# [TASK PROMPT]
Output the data exactly, with every line intact.

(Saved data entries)
◇ ◇ ◇

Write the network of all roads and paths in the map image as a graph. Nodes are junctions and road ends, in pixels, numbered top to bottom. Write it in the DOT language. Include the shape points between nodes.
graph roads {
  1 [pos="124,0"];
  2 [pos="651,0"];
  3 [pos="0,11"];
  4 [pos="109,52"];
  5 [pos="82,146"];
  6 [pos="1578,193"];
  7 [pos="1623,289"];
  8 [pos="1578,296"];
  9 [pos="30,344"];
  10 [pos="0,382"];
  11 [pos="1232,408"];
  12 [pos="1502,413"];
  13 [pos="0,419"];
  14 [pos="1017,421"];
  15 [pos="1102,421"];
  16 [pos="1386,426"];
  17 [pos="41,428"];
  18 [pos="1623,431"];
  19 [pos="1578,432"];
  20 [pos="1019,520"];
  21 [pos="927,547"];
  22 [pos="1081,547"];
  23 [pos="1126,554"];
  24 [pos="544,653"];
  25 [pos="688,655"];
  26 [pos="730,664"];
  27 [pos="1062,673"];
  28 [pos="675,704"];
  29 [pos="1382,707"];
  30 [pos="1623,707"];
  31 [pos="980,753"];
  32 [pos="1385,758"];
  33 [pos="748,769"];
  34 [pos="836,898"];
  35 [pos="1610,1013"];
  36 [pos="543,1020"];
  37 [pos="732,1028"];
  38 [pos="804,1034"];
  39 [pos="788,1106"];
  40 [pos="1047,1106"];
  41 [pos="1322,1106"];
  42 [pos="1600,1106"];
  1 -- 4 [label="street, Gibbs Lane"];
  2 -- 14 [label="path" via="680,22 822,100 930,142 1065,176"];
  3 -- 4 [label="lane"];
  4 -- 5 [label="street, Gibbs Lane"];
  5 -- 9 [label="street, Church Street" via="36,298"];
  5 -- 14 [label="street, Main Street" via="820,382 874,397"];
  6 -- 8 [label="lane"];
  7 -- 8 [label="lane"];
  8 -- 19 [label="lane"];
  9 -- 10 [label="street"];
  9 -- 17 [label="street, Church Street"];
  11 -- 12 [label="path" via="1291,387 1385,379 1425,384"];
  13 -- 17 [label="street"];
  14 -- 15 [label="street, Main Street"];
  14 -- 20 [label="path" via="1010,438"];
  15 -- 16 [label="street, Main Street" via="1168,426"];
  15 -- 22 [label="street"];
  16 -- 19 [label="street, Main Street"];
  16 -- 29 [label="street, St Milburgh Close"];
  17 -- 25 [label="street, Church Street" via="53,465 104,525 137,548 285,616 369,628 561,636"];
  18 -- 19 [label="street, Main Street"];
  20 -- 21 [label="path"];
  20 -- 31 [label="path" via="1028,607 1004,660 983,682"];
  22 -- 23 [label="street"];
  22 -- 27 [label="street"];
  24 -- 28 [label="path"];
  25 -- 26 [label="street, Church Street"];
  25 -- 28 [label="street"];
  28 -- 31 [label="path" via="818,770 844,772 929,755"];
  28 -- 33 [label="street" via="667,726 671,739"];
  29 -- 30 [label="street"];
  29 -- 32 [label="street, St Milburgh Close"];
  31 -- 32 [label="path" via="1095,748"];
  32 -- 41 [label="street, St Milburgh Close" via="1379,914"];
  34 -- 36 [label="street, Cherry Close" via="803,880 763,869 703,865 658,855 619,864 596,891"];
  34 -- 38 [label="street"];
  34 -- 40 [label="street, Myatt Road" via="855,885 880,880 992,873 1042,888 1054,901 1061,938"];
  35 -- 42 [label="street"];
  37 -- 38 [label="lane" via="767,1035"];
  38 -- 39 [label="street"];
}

◇ ◇ ◇

# [RESPONSE AREA]
Write the network of all roads and paths in the map image as a graph. Nodes are junctions and road ends, in pixels, numbered top to bottom. Write it in the DOT language. Include the shape points between nodes.
graph roads {
  1 [pos="124,0"];
  2 [pos="651,0"];
  3 [pos="0,11"];
  4 [pos="109,52"];
  5 [pos="82,146"];
  6 [pos="1578,193"];
  7 [pos="1623,289"];
  8 [pos="1578,296"];
  9 [pos="30,344"];
  10 [pos="0,382"];
  11 [pos="1232,408"];
  12 [pos="1502,413"];
  13 [pos="0,419"];
  14 [pos="1017,421"];
  15 [pos="1102,421"];
  16 [pos="1386,426"];
  17 [pos="41,428"];
  18 [pos="1623,431"];
  19 [pos="1578,432"];
  20 [pos="1019,520"];
  21 [pos="927,547"];
  22 [pos="1081,547"];
  23 [pos="1126,554"];
  24 [pos="544,653"];
  25 [pos="688,655"];
  26 [pos="730,664"];
  27 [pos="1062,673"];
  28 [pos="675,704"];
  29 [pos="1382,707"];
  30 [pos="1623,707"];
  31 [pos="980,753"];
  32 [pos="1385,758"];
  33 [pos="748,769"];
  34 [pos="836,898"];
  35 [pos="1610,1013"];
  36 [pos="543,1020"];
  37 [pos="732,1028"];
  38 [pos="804,1034"];
  39 [pos="788,1106"];
  40 [pos="1047,1106"];
  41 [pos="1322,1106"];
  42 [pos="1600,1106"];
  1 -- 4 [label="street, Gibbs Lane"];
  2 -- 14 [label="path" via="680,22 822,100 930,142 1065,176"];
  3 -- 4 [label="lane"];
  4 -- 5 [label="street, Gibbs Lane"];
  5 -- 9 [label="street, Church Street" via="36,298"];
  5 -- 14 [label="street, Main Street" via="820,382 874,397"];
  6 -- 8 [label="lane"];
  7 -- 8 [label="lane"];
  8 -- 19 [label="lane"];
  9 -- 10 [label="street"];
  9 -- 17 [label="street, Church Street"];
  11 -- 12 [label="path" via="1291,387 1385,379 1425,384"];
  13 -- 17 [label="street"];
  14 -- 15 [label="street, Main Street"];
  14 -- 20 [label="path" via="1010,438"];
  15 -- 16 [label="street, Main Street" via="1168,426"];
  15 -- 22 [label="street"];
  16 -- 19 [label="street, Main Street"];
  16 -- 29 [label="street, St Milburgh Close"];
  17 -- 25 [label="street, Church Street" via="53,465 104,525 137,548 285,616 369,628 561,636"];
  18 -- 19 [label="street, Main Street"];
  20 -- 21 [label="path"];
  20 -- 31 [label="path" via="1028,607 1004,660 983,682"];
  22 -- 23 [label="street"];
  22 -- 27 [label="street"];
  24 -- 28 [label="path"];
  25 -- 26 [label="street, Church Street"];
  25 -- 28 [label="street"];
  28 -- 31 [label="path" via="818,770 844,772 929,755"];
  28 -- 33 [label="street" via="667,726 671,739"];
  29 -- 30 [label="street"];
  29 -- 32 [label="street, St Milburgh Close"];
  31 -- 32 [label="path" via="1095,748"];
  32 -- 41 [label="street, St Milburgh Close" via="1379,914"];
  34 -- 36 [label="street, Cherry Close" via="803,880 763,869 703,865 658,855 619,864 596,891"];
  34 -- 38 [label="street"];
  34 -- 40 [label="street, Myatt Road" via="855,885 880,880 992,873 1042,888 1054,901 1061,938"];
  35 -- 42 [label="street"];
  37 -- 38 [label="lane" via="767,1035"];
  38 -- 39 [label="street"];
}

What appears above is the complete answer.